(Bounding box coordinate data)
- - - -

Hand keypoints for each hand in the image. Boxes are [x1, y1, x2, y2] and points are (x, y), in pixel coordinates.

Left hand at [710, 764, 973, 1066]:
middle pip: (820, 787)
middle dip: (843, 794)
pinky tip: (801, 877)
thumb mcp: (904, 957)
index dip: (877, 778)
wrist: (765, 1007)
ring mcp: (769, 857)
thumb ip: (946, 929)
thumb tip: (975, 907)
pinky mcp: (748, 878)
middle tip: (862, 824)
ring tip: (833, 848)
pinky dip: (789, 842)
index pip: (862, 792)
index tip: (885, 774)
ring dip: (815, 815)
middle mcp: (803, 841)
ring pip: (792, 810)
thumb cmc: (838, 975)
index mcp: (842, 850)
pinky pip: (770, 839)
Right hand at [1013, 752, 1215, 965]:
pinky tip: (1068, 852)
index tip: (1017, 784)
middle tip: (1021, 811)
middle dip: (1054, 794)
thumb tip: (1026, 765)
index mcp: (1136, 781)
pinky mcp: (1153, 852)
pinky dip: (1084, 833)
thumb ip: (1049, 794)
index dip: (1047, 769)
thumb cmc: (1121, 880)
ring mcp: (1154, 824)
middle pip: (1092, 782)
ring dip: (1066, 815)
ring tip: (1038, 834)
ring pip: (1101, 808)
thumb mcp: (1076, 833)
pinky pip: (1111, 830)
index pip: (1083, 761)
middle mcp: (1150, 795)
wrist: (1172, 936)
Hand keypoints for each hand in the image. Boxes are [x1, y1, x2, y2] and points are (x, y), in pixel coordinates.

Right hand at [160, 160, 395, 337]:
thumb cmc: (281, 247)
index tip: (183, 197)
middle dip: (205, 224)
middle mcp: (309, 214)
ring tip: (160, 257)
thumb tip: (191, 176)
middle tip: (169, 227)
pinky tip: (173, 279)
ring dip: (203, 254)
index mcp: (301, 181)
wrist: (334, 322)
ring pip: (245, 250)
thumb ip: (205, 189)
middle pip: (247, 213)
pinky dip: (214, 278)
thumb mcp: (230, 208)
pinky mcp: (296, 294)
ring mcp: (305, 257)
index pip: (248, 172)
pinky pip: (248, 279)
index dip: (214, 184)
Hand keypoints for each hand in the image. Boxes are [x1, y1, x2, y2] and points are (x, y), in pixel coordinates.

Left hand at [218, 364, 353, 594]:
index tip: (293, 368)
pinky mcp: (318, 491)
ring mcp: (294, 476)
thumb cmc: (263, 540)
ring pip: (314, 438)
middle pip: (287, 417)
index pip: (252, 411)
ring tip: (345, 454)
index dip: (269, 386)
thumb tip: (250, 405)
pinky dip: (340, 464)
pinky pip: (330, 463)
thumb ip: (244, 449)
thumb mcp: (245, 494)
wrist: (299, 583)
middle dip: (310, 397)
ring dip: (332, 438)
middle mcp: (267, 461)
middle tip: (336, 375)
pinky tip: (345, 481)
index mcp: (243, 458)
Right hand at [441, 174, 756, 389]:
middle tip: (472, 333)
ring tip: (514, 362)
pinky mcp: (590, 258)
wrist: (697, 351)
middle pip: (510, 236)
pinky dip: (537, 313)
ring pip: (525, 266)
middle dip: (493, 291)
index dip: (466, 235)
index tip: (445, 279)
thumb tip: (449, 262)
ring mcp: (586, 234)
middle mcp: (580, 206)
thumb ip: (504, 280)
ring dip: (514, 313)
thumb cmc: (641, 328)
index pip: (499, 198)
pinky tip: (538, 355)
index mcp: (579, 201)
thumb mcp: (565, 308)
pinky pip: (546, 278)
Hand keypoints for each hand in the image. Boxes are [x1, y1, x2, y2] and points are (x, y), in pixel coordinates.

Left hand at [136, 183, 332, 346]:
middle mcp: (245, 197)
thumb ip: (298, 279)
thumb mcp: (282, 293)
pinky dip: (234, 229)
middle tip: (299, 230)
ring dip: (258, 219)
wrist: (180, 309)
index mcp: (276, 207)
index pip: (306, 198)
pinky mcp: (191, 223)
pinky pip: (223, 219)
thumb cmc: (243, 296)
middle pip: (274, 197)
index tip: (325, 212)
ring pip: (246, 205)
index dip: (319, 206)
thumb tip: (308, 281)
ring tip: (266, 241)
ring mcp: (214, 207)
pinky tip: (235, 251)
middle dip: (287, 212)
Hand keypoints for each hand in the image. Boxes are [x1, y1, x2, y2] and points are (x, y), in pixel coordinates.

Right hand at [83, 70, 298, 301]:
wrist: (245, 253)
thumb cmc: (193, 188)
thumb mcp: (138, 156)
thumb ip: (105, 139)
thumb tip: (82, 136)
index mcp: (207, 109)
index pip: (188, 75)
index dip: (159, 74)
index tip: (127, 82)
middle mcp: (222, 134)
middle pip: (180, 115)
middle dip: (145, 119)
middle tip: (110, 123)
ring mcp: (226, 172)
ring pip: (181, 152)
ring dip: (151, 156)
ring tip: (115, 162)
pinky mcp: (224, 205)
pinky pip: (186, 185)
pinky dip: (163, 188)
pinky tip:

- - - -

TRY IT> Look above for the line holding "thumb mcp: (245, 494)" and the line holding "index pip: (499, 198)". Retype both, and every line between them, word for word and nothing else.

PROBLEM SOLUTION>
thumb mcp: (245, 494)
wrist: (299, 583)
middle dip: (310, 397)
ring dip: (332, 438)
middle mcp: (267, 461)
middle tip: (336, 375)
pinky tip: (345, 481)
index mcp: (243, 458)
Right hand at [441, 174, 756, 389]:
middle tip: (472, 333)
ring tip: (514, 362)
pinky mcp: (590, 258)
wrist: (697, 351)
middle pip: (510, 236)
pinky dip: (537, 313)
ring pip: (525, 266)
middle dip: (493, 291)
index dip: (466, 235)
index tip: (445, 279)
thumb tip: (449, 262)
ring mcp: (586, 234)
middle mcp: (580, 206)
thumb ip: (504, 280)
ring dip: (514, 313)
thumb cmc: (641, 328)
index pip: (499, 198)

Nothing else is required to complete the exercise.